YOUR TASK ▸ Copy every line that holds the string "Jalan" from the data below.

[Stored items]
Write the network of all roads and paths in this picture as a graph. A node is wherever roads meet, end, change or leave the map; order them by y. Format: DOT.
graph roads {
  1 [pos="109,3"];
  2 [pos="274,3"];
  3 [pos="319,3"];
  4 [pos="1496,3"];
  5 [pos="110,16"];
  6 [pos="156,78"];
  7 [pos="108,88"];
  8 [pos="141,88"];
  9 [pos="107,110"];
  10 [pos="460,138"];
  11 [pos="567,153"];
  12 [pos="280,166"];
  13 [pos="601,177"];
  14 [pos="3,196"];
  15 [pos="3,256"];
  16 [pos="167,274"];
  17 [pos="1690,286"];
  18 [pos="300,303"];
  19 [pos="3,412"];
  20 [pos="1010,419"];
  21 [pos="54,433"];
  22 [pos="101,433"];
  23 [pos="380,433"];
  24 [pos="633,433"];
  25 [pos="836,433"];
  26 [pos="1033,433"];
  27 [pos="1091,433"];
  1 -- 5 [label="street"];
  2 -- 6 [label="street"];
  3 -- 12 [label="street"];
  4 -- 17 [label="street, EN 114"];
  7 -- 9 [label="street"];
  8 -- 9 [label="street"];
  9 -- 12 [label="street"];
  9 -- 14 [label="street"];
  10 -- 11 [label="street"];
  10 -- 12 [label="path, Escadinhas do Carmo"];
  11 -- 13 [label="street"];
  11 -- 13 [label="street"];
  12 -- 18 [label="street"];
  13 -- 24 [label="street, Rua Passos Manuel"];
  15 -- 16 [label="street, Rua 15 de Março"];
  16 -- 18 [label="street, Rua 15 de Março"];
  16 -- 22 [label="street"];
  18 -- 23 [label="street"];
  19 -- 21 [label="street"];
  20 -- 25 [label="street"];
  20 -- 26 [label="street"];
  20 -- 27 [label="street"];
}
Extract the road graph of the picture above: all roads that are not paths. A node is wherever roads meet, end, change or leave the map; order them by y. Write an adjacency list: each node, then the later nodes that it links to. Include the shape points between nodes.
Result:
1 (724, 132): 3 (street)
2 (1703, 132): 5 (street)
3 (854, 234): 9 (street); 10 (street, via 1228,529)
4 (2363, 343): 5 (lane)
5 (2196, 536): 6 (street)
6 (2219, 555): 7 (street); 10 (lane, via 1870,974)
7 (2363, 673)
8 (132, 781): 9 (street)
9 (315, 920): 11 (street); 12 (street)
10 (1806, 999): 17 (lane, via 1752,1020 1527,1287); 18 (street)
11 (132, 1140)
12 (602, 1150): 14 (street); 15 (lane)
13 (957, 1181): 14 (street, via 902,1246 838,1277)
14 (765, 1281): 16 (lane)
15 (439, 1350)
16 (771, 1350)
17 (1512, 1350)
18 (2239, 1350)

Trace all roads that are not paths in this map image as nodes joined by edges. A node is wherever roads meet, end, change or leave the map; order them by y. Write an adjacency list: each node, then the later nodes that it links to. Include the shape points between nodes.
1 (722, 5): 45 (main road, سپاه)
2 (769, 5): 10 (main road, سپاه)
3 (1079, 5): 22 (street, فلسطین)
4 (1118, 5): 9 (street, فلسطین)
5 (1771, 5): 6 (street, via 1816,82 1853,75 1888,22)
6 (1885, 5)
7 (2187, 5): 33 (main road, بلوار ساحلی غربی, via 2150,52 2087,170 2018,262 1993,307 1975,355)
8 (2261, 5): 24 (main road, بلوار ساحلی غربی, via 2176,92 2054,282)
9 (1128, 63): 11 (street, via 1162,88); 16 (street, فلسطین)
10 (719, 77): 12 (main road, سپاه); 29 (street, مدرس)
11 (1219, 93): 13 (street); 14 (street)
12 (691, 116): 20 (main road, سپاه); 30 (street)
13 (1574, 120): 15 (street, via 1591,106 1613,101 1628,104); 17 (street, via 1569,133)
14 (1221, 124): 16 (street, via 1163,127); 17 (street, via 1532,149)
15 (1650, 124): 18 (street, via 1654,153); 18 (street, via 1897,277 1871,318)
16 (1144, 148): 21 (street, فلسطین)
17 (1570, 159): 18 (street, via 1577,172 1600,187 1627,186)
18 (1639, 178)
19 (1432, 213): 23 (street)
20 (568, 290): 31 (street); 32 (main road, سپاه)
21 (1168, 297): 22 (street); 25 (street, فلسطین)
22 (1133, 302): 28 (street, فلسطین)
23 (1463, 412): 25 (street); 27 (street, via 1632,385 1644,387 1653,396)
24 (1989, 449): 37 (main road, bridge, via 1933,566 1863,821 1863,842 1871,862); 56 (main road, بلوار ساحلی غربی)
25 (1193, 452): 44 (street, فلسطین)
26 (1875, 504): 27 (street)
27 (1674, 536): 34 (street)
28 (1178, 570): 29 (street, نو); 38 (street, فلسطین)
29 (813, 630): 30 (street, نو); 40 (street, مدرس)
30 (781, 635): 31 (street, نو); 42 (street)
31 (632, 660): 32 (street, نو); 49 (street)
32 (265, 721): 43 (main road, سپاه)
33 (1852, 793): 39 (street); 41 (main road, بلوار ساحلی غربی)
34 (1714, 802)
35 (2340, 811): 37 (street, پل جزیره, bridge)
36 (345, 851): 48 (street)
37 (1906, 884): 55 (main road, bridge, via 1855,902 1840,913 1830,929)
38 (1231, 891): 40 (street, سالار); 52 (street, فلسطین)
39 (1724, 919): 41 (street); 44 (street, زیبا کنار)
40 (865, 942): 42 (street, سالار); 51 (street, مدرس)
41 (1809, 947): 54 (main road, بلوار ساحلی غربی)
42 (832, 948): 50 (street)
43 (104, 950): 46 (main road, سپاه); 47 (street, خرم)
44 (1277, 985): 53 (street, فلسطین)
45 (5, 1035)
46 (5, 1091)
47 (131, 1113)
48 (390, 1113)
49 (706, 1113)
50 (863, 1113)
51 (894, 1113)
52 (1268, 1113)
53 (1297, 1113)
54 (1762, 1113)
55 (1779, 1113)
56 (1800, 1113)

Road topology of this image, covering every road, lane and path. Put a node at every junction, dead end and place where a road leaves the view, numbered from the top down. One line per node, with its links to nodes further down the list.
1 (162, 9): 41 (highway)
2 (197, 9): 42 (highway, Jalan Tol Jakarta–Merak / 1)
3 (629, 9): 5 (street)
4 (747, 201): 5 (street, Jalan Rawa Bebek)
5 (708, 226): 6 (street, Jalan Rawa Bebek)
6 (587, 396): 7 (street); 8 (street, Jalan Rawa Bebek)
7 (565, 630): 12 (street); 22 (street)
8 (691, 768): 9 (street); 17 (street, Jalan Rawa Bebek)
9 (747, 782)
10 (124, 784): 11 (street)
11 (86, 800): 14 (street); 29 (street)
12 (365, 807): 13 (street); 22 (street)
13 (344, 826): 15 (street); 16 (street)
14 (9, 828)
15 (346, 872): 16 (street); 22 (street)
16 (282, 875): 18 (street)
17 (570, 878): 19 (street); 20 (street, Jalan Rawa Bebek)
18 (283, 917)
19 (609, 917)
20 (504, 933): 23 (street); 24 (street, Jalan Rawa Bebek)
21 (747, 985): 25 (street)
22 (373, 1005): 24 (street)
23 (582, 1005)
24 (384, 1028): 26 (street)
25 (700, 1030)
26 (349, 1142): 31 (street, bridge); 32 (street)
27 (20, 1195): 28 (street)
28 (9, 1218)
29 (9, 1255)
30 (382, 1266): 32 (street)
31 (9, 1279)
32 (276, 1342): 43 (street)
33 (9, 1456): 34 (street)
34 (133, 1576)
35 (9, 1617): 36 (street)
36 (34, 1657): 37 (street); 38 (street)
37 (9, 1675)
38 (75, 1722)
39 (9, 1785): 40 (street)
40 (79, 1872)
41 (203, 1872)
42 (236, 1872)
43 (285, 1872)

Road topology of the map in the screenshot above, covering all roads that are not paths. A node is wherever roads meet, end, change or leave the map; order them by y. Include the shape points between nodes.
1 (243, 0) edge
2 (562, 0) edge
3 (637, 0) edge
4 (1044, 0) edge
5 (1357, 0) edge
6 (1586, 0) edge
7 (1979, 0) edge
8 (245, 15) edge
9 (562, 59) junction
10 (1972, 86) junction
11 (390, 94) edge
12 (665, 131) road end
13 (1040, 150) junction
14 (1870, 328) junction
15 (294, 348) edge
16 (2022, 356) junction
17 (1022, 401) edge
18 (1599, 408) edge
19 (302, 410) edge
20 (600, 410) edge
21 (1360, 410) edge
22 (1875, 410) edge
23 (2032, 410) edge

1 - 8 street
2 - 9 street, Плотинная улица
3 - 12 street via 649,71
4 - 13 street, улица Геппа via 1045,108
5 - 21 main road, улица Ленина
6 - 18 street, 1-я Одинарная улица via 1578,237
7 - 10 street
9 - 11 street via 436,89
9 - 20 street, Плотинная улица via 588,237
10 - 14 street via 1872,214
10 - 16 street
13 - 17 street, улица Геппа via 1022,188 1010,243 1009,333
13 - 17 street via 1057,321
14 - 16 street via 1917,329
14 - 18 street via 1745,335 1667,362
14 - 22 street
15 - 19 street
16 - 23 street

TASK SOLUTION ▸
2 (197, 9): 42 (highway, Jalan Tol Jakarta–Merak / 1)
4 (747, 201): 5 (street, Jalan Rawa Bebek)
5 (708, 226): 6 (street, Jalan Rawa Bebek)
6 (587, 396): 7 (street); 8 (street, Jalan Rawa Bebek)
8 (691, 768): 9 (street); 17 (street, Jalan Rawa Bebek)
17 (570, 878): 19 (street); 20 (street, Jalan Rawa Bebek)
20 (504, 933): 23 (street); 24 (street, Jalan Rawa Bebek)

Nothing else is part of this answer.